Take the records below from their first line through the line holding "Road topology of", and set each of those lines down exactly, without pictures.

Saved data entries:
◇ ◇ ◇

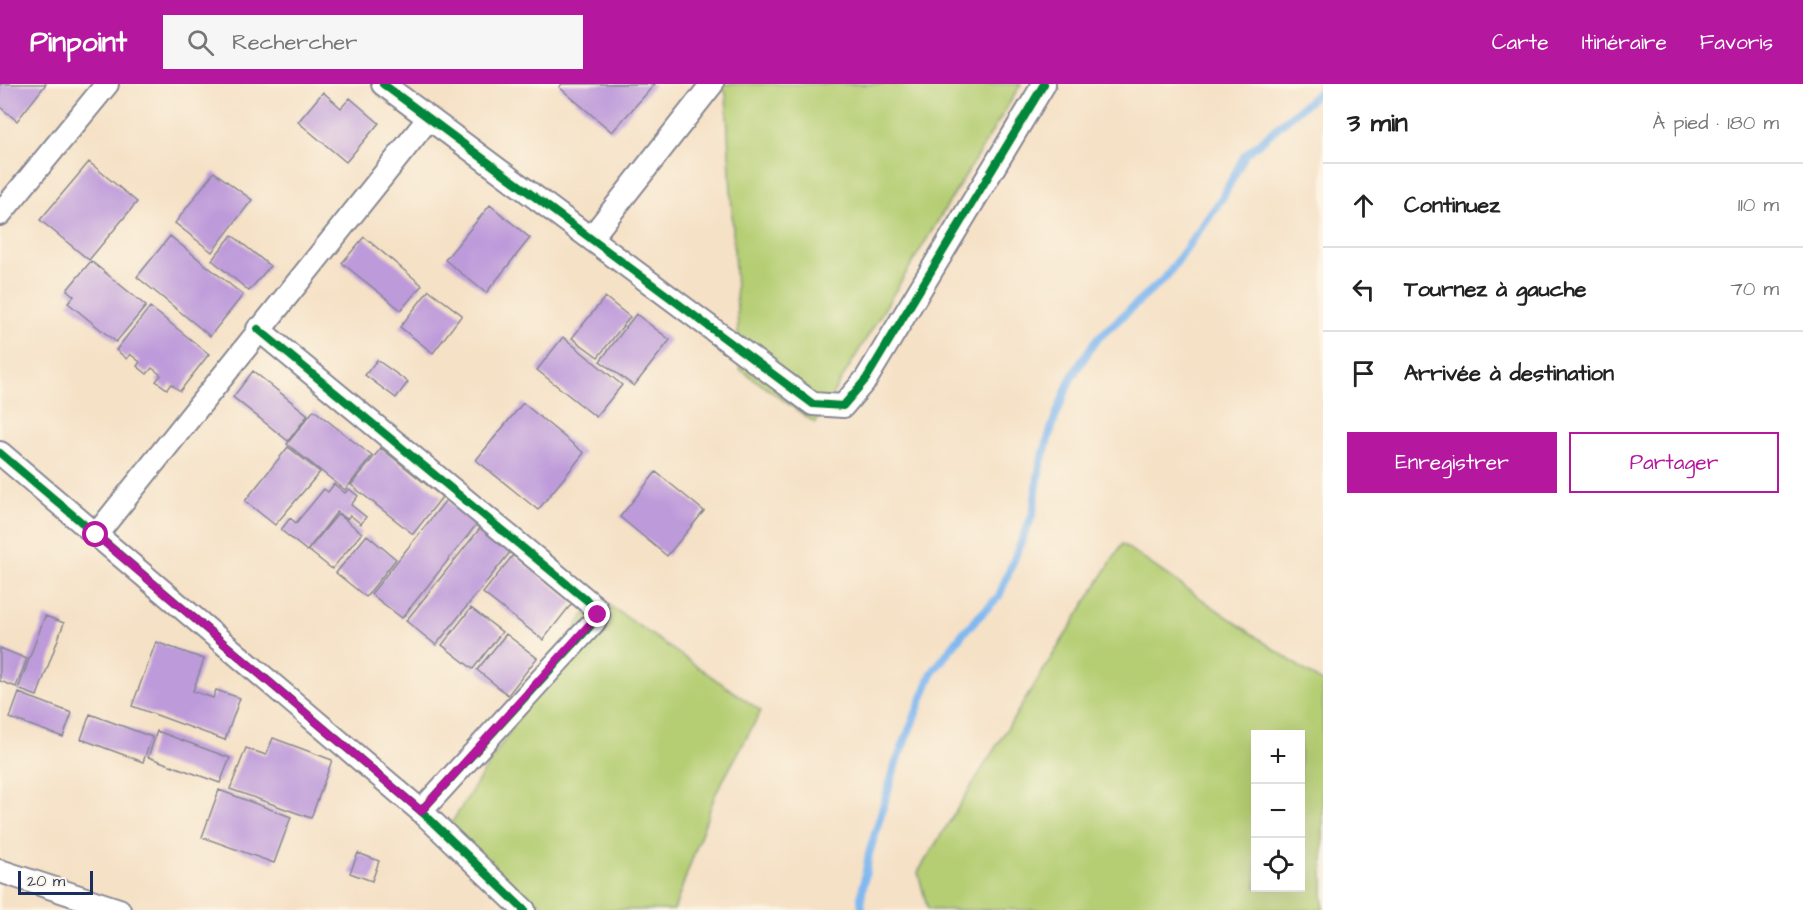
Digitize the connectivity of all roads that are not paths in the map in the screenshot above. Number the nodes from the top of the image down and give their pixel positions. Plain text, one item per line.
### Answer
1 (107, 84) edge
2 (383, 84) edge
3 (712, 84) edge
4 (1044, 84) edge
5 (429, 118) junction
6 (0, 214) edge
7 (591, 238) junction
8 (258, 329) junction
9 (0, 453) edge
10 (96, 535) junction
11 (421, 811) junction
12 (0, 872) edge
13 (119, 910) edge
14 (524, 910) edge

1 - 6 street
2 - 5 street
3 - 7 street
4 - 7 street
5 - 7 street
5 - 8 street
8 - 10 street
8 - 11 street
9 - 10 street
10 - 11 street
11 - 14 street
12 - 13 street

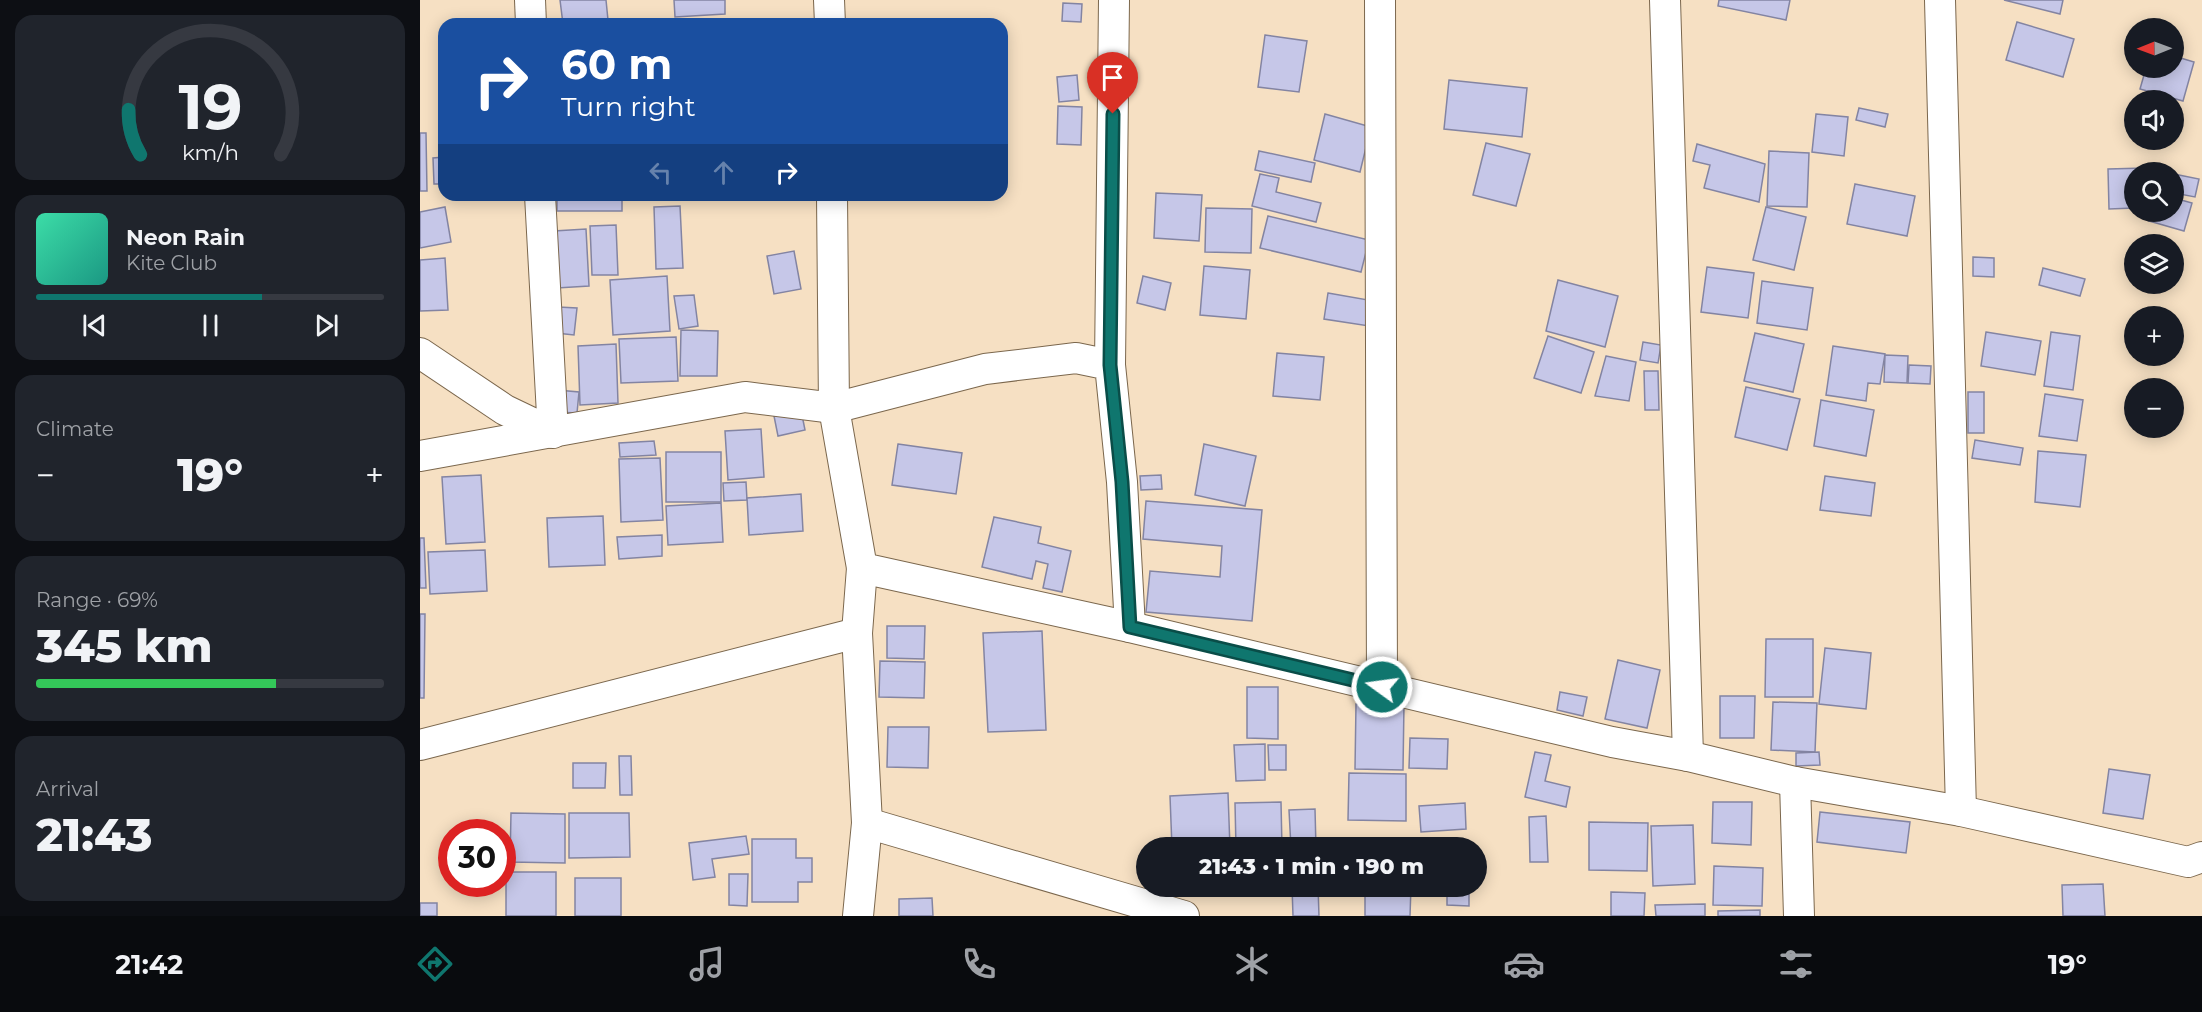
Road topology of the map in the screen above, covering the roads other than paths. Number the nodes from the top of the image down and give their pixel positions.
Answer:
1 (530, 0) edge
2 (829, 0) edge
3 (1114, 0) edge
4 (1380, 0) edge
5 (1665, 0) edge
6 (1940, 0) edge
7 (531, 18) edge
8 (830, 18) edge
9 (540, 201) edge
10 (832, 201) edge
11 (420, 353) edge
12 (1110, 365) junction
13 (834, 408) junction
14 (553, 433) junction
15 (420, 456) edge
16 (862, 568) junction
17 (1130, 627) junction
18 (857, 633) junction
19 (1382, 687) junction
20 (420, 745) edge
21 (1688, 756) junction
22 (1795, 782) junction
23 (1961, 811) junction
24 (867, 823) junction
25 (2202, 857) edge
26 (858, 916) edge
27 (1184, 916) edge
28 (1798, 916) edge

1 - 7 street
2 - 8 street
3 - 12 street
4 - 19 street
5 - 21 street
6 - 23 street
9 - 14 street
10 - 13 street
11 - 14 street
12 - 13 street
12 - 17 street
13 - 14 street
13 - 16 street
14 - 15 street
16 - 17 street
16 - 18 street
17 - 19 street
18 - 20 street
18 - 24 street
19 - 21 street
21 - 22 street
22 - 23 street
22 - 28 street
23 - 25 street
24 - 26 street
24 - 27 street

◇ ◇ ◇

SOLVED EXERCISE =
Digitize the connectivity of all roads that are not paths in the map in the screenshot above. Number the nodes from the top of the image down and give their pixel positions. Plain text, one item per line.
### Answer
1 (107, 84) edge
2 (383, 84) edge
3 (712, 84) edge
4 (1044, 84) edge
5 (429, 118) junction
6 (0, 214) edge
7 (591, 238) junction
8 (258, 329) junction
9 (0, 453) edge
10 (96, 535) junction
11 (421, 811) junction
12 (0, 872) edge
13 (119, 910) edge
14 (524, 910) edge

1 - 6 street
2 - 5 street
3 - 7 street
4 - 7 street
5 - 7 street
5 - 8 street
8 - 10 street
8 - 11 street
9 - 10 street
10 - 11 street
11 - 14 street
12 - 13 street

Road topology of the map in the screen above, covering the roads other than paths. Number the nodes from the top of the image down and give their pixel positions.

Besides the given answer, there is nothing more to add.